Klonopin and Pregnancy
In animal studies involving Klonopin and pregnancy, it appeared that the medication could increase the risk of various birth defects, such as a cleft palate and limb defects. However, because seizures may also be dangerous during pregnancy, it may be best for you to continue taking the drug. Therefore, if you are taking Klonopin and pregnancy occurs, talk to your healthcare provider about the risks and benefits of taking the medication.
Klonopin® (clonazepam) is a medication approved to treat panic disorder and certain types of seizures. It is generally considered unsafe for use in pregnant women. In animal studies that evaluated the effects of Klonopin during pregnancy, the drug increased the risk of birth defects.
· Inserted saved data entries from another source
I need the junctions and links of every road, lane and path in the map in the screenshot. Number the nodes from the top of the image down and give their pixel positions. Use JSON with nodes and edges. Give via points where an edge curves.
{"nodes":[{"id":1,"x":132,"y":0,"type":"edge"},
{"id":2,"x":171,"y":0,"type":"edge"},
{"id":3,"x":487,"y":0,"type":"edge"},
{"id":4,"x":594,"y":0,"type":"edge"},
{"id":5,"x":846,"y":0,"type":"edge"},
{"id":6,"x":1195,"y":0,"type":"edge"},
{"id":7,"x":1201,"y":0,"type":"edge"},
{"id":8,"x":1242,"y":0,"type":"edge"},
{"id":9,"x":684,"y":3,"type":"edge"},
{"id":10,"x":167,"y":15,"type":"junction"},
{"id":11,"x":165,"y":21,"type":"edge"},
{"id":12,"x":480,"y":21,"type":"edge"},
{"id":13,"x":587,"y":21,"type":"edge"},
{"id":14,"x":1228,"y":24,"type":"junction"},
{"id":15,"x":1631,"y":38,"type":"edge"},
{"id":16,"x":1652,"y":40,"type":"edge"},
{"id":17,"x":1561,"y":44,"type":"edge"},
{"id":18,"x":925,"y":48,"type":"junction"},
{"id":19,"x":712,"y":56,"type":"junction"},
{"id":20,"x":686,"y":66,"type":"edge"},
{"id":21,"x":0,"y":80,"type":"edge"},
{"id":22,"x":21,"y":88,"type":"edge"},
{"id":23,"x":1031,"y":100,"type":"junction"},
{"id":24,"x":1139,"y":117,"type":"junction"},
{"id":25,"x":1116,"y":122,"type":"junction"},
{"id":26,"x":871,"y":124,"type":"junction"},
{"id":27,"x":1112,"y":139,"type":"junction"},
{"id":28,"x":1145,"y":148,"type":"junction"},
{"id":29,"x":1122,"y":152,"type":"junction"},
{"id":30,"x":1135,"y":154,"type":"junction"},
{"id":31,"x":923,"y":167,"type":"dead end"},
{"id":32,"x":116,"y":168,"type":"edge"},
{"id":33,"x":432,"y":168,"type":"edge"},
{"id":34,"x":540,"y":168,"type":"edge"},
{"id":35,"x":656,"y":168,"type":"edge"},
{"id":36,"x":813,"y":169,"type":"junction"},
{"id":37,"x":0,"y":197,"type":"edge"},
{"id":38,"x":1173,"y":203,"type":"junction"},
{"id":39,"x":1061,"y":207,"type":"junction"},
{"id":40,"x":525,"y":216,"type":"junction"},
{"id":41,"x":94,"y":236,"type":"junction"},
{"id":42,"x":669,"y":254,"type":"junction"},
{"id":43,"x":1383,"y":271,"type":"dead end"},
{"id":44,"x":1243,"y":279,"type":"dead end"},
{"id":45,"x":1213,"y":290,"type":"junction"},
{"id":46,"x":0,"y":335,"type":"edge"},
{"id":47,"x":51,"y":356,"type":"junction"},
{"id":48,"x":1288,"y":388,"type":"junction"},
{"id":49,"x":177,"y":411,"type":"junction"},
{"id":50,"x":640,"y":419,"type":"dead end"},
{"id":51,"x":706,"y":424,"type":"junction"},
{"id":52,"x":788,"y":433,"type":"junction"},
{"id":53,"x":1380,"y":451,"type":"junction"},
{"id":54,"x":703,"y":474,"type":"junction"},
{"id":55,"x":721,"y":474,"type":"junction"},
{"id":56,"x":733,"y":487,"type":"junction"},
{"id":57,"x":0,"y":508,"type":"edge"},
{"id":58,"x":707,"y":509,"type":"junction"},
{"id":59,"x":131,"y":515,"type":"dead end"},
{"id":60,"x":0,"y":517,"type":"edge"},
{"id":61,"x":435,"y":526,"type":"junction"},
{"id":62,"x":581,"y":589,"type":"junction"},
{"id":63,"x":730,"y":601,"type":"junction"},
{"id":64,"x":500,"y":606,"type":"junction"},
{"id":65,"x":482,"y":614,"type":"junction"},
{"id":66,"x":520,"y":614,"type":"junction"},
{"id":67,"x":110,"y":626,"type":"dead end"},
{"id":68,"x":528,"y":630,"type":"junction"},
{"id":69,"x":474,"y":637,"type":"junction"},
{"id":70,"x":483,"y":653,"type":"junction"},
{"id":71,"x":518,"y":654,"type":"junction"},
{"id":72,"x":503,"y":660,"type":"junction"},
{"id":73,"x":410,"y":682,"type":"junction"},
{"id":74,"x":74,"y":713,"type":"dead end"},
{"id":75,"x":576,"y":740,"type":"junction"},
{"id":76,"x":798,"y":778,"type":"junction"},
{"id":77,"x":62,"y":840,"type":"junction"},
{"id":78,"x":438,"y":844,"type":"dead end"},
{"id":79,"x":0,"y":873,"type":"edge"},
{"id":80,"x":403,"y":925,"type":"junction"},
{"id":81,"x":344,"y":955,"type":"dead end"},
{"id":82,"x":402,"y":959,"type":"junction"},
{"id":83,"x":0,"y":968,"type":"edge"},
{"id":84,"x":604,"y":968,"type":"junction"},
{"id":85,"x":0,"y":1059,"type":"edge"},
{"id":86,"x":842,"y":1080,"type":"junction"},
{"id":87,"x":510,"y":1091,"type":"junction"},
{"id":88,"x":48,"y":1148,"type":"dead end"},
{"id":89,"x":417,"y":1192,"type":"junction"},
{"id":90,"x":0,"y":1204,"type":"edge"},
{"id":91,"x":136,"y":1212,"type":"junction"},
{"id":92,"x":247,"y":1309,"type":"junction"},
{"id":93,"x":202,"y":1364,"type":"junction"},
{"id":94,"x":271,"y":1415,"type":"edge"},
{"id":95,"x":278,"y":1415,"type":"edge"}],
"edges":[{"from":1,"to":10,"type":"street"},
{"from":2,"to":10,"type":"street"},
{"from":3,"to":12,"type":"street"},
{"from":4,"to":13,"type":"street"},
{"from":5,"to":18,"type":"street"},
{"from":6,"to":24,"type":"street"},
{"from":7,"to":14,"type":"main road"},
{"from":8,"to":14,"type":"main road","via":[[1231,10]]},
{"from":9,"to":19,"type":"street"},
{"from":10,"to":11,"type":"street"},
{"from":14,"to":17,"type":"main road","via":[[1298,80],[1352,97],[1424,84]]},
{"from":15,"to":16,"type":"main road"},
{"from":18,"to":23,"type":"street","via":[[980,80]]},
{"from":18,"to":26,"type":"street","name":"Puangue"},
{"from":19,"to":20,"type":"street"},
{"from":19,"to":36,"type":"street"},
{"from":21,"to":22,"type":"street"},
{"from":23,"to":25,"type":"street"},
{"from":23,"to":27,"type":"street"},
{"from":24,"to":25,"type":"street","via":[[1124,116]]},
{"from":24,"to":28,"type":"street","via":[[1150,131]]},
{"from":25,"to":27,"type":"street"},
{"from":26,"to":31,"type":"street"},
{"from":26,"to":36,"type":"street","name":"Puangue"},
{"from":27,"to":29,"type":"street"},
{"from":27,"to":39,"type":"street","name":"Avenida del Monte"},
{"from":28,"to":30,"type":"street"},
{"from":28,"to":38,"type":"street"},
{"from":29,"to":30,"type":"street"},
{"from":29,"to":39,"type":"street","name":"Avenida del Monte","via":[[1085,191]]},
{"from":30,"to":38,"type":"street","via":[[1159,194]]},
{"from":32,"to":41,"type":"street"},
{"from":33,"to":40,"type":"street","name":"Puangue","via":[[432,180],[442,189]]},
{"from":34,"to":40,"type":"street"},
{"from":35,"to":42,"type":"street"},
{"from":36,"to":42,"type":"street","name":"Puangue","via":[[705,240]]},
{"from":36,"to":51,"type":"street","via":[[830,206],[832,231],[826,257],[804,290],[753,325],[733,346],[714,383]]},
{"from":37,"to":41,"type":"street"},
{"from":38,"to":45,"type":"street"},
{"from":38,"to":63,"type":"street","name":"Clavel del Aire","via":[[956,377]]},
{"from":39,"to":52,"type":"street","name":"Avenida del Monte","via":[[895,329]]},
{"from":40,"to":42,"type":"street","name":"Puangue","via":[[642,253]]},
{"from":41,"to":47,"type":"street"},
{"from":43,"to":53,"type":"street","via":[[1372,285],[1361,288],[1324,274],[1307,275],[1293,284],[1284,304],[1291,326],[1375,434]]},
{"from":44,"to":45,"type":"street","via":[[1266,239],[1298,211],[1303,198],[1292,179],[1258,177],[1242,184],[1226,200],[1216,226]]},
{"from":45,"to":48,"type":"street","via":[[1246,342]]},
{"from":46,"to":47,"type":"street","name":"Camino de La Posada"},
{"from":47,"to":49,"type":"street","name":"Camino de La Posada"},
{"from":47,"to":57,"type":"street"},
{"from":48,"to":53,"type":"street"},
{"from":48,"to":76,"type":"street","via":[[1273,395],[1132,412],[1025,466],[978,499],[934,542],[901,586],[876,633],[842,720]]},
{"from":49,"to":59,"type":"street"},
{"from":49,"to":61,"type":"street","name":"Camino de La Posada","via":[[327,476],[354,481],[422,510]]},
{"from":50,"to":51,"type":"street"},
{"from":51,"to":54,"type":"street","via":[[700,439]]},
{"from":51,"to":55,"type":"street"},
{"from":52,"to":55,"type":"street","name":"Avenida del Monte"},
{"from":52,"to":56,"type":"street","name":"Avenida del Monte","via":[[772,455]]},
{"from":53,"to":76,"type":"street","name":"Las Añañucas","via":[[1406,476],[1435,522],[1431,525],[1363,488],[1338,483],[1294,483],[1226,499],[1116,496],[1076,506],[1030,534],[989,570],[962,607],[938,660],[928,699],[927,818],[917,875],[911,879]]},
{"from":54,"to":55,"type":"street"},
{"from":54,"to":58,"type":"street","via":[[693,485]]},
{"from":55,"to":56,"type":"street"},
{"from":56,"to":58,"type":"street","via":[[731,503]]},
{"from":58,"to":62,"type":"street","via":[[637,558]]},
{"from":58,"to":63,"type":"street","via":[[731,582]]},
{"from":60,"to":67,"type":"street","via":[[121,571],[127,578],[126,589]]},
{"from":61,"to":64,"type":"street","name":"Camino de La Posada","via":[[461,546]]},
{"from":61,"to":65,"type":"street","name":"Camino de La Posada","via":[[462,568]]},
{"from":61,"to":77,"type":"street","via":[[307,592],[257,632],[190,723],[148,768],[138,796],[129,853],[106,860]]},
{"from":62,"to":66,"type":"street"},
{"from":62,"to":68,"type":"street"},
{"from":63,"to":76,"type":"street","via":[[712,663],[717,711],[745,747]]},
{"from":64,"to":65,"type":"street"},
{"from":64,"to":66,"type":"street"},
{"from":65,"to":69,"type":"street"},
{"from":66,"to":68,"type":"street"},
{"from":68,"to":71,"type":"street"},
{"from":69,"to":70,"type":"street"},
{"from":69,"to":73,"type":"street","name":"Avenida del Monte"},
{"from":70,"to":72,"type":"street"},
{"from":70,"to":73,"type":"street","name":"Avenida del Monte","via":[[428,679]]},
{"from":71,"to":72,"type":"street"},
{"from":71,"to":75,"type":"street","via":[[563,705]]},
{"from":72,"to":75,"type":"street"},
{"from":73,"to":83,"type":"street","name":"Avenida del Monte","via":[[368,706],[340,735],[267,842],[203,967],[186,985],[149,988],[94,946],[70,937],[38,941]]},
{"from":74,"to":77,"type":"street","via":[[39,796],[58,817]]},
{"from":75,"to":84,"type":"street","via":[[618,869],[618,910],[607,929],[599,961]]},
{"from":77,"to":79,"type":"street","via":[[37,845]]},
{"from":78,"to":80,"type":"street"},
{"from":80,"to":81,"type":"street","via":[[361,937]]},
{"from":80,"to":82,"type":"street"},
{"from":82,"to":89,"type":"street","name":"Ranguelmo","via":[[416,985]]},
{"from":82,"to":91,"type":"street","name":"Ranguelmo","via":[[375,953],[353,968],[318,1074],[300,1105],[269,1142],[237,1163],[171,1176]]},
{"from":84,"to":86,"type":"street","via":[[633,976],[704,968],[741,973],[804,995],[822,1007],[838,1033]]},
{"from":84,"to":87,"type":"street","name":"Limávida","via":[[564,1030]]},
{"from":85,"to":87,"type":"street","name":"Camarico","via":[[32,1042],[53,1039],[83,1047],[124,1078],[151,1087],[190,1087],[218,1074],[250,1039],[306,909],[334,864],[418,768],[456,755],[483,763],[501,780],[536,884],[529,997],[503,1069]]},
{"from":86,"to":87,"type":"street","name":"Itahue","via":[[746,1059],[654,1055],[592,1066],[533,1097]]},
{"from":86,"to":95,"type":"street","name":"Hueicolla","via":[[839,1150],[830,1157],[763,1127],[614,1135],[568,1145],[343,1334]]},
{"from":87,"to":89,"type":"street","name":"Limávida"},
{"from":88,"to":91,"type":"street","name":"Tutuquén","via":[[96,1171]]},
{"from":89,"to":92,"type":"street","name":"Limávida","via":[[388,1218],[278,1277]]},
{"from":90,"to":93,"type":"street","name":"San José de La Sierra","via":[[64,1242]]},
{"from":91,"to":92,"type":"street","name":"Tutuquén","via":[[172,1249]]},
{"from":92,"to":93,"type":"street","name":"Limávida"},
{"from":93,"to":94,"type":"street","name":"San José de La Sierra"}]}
The U.S. Food and Drug Administration (FDA) uses a category system to classify the possible risks to a fetus when a specific medicine is taken during pregnancy. Pregnancy Category D is given to medicines that have shown clear evidence of risk to the fetus in studies. Pregnancy Category D is a stronger warning than a pregnancy Category C classification. However, a pregnancy Category D medicine may still be given to a pregnant woman if the healthcare provider believes that the benefits to the woman outweigh the possible risks to the unborn child.
Klonopin was given a pregnancy Category D rating due to the problems it caused in animal studies. These studies suggested that Klonopin may increase the risk of various birth defects, including cleft palate and limb defects. However, this is a controversial issue, since some human studies have shown that the risk of birth defects may be very small. Benzodiazepines (such as Klonopin) may also cause other problems, such as withdrawal symptoms after an infant is born.
For women taking Klonopin for epilepsy, it is important to understand that uncontrolled seizures are also dangerous during pregnancy. The risks of taking Klonopin during pregnancy must be weighed against the risks of uncontrolled seizures.